## Aim of the task
In the listing that follows, count the lines that include "伊香立浜大津線", and answer with the total alone.
------------------------------------
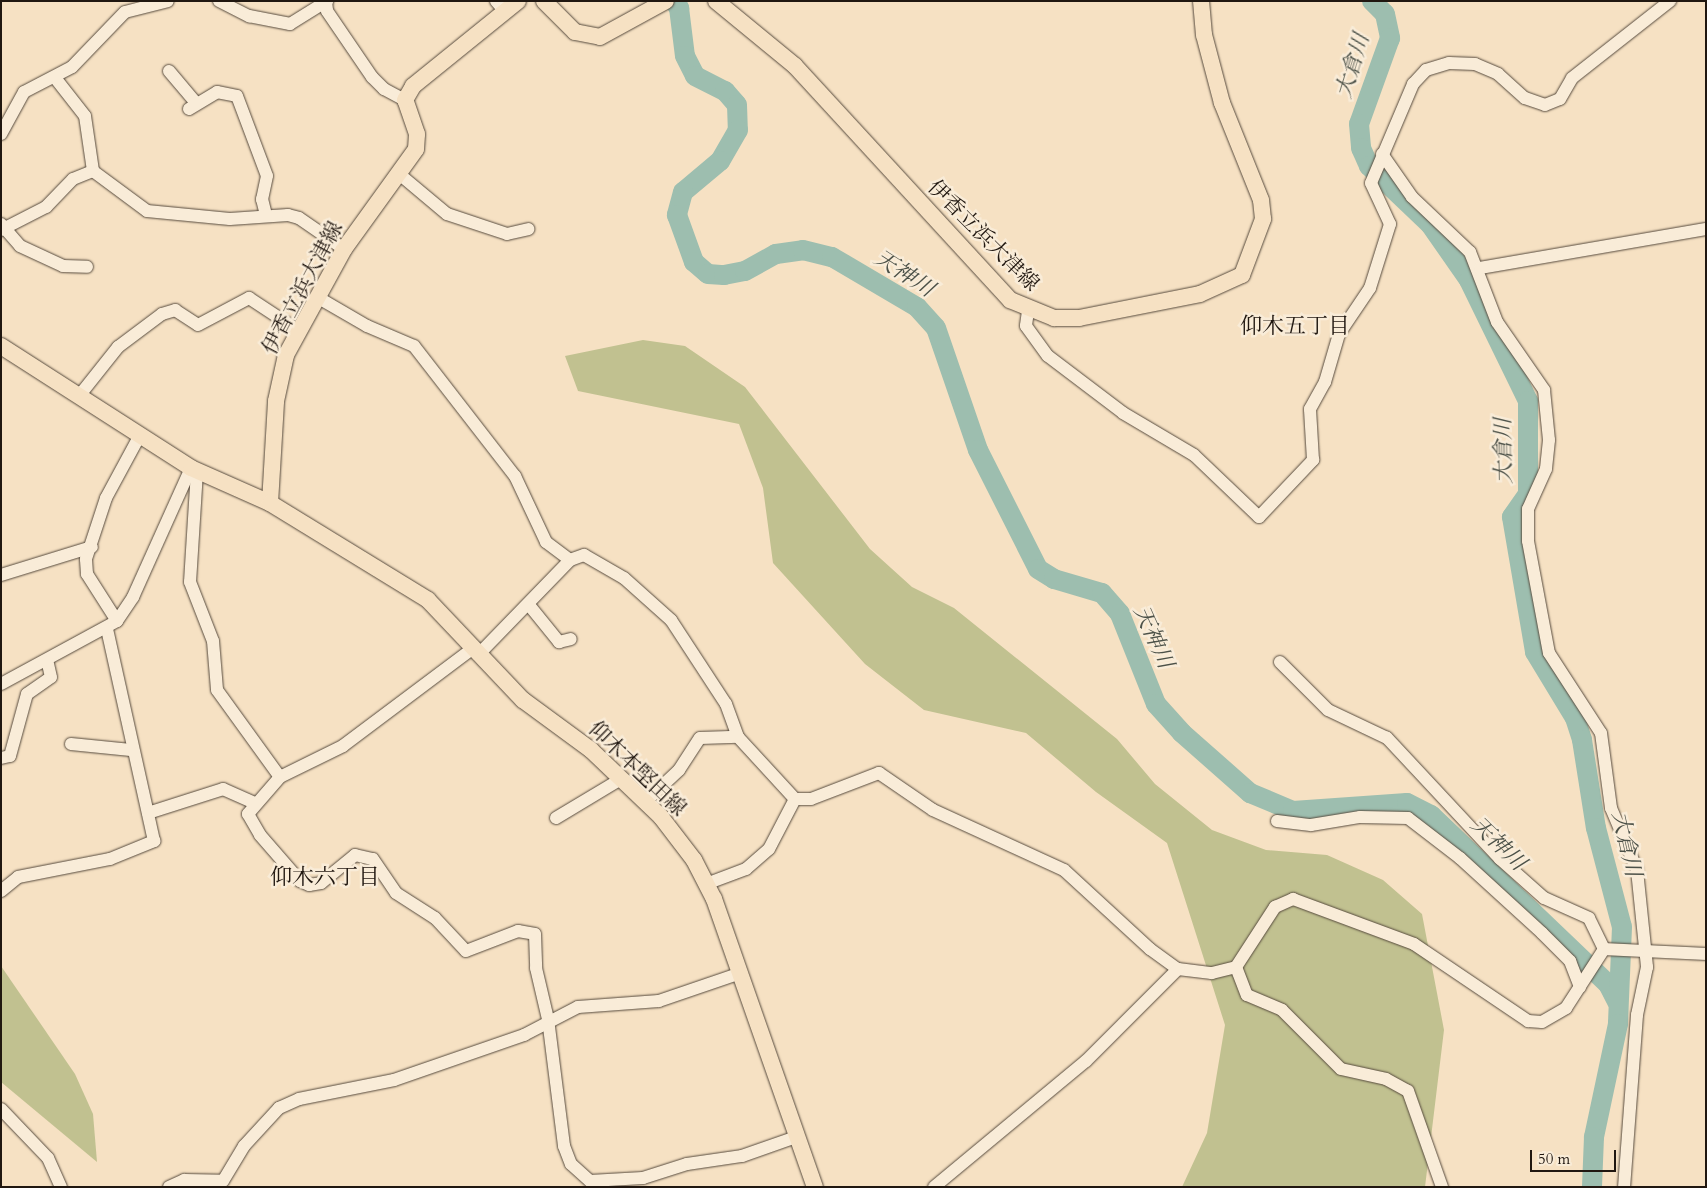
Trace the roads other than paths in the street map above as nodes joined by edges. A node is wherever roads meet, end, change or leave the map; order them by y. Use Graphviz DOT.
graph roads {
  1 [pos="168,1"];
  2 [pos="219,1"];
  3 [pos="518,1"];
  4 [pos="544,1"];
  5 [pos="716,1"];
  6 [pos="1201,1"];
  7 [pos="1670,1"];
  8 [pos="326,2"];
  9 [pos="499,5"];
  10 [pos="661,5"];
  11 [pos="169,71"];
  12 [pos="56,79"];
  13 [pos="406,100"];
  14 [pos="1,134"];
  15 [pos="1382,154"];
  16 [pos="93,170"];
  17 [pos="398,173"];
  18 [pos="266,215"];
  19 [pos="2,227"];
  20 [pos="528,229"];
  21 [pos="1706,229"];
  22 [pos="344,249"];
  23 [pos="87,267"];
  24 [pos="1480,268"];
  25 [pos="317,297"];
  26 [pos="1028,311"];
  27 [pos="299,332"];
  28 [pos="1,346"];
  29 [pos="79,396"];
  30 [pos="140,435"];
  31 [pos="194,470"];
  32 [pos="270,503"];
  33 [pos="92,547"];
  34 [pos="570,560"];
  35 [pos="1,575"];
  36 [pos="529,606"];
  37 [pos="112,625"];
  38 [pos="571,638"];
  39 [pos="475,652"];
  40 [pos="47,660"];
  41 [pos="1280,662"];
  42 [pos="1,684"];
  43 [pos="738,737"];
  44 [pos="71,744"];
  45 [pos="131,750"];
  46 [pos="1,758"];
  47 [pos="280,777"];
  48 [pos="621,779"];
  49 [pos="795,798"];
  50 [pos="645,802"];
  51 [pos="254,803"];
  52 [pos="148,813"];
  53 [pos="556,818"];
  54 [pos="1277,821"];
  55 [pos="706,884"];
  56 [pos="1,891"];
  57 [pos="1645,948"];
  58 [pos="1605,950"];
  59 [pos="1706,954"];
  60 [pos="1236,967"];
  61 [pos="1178,969"];
  62 [pos="741,973"];
  63 [pos="1582,982"];
  64 [pos="548,1019"];
  65 [pos="1,1109"];
  66 [pos="796,1138"];
  67 [pos="61,1187"];
  68 [pos="169,1187"];
  69 [pos="815,1187"];
  70 [pos="934,1187"];
  71 [pos="1442,1187"];
  72 [pos="1624,1187"];
  1 -- 12 [label="street"];
  2 -- 8 [label="street"];
  3 -- 9 [label="main road"];
  4 -- 10 [label="main road"];
  5 -- 26 [label="main road, 伊香立浜大津線"];
  6 -- 26 [label="main road, 伊香立浜大津線"];
  7 -- 15 [label="street"];
  8 -- 13 [label="street"];
  9 -- 13 [label="main road"];
  11 -- 18 [label="street"];
  12 -- 14 [label="street"];
  12 -- 16 [label="street"];
  13 -- 17 [label="main road, 伊香立浜大津線"];
  15 -- 24 [label="street"];
  15 -- 26 [label="street"];
  16 -- 18 [label="street"];
  16 -- 19 [label="street"];
  17 -- 20 [label="street"];
  17 -- 22 [label="main road, 伊香立浜大津線"];
  18 -- 22 [label="street"];
  19 -- 23 [label="street"];
  21 -- 24 [label="street"];
  22 -- 25 [label="main road, 伊香立浜大津線"];
  24 -- 57 [label="street"];
  25 -- 27 [label="main road, 伊香立浜大津線"];
  25 -- 34 [label="street"];
  27 -- 29 [label="street"];
  27 -- 32 [label="main road, 伊香立浜大津線"];
  28 -- 29 [label="main road"];
  29 -- 30 [label="main road"];
  30 -- 31 [label="main road"];
  30 -- 33 [label="street"];
  31 -- 32 [label="main road"];
  31 -- 37 [label="street"];
  31 -- 47 [label="street"];
  32 -- 39 [label="main road, 仰木本堅田線"];
  33 -- 35 [label="street"];
  33 -- 37 [label="street"];
  34 -- 36 [label="street"];
  34 -- 43 [label="street"];
  36 -- 38 [label="street"];
  36 -- 39 [label="street"];
  37 -- 40 [label="street"];
  37 -- 45 [label="street"];
  39 -- 47 [label="street"];
  39 -- 48 [label="main road, 仰木本堅田線"];
  40 -- 42 [label="street"];
  40 -- 46 [label="street"];
  41 -- 58 [label="street"];
  43 -- 49 [label="street"];
  43 -- 50 [label="street"];
  44 -- 45 [label="street"];
  45 -- 52 [label="street"];
  47 -- 51 [label="street"];
  48 -- 50 [label="main road, 仰木本堅田線"];
  48 -- 53 [label="street"];
  49 -- 55 [label="street"];
  49 -- 61 [label="street"];
  50 -- 55 [label="main road, 仰木本堅田線"];
  51 -- 52 [label="street"];
  51 -- 64 [label="street"];
  52 -- 56 [label="street"];
  54 -- 63 [label="street"];
  55 -- 62 [label="main road, 仰木本堅田線"];
  57 -- 58 [label="street"];
  57 -- 59 [label="street"];
  57 -- 72 [label="street"];
  58 -- 63 [label="street"];
  60 -- 61 [label="street"];
  60 -- 63 [label="street"];
  60 -- 71 [label="street"];
  61 -- 70 [label="street"];
  62 -- 64 [label="street"];
  62 -- 66 [label="main road, 仰木本堅田線"];
  64 -- 66 [label="street"];
  64 -- 68 [label="street"];
  65 -- 67 [label="street"];
  66 -- 69 [label="main road, 仰木本堅田線"];
}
------------------------------------
## Exercise response
7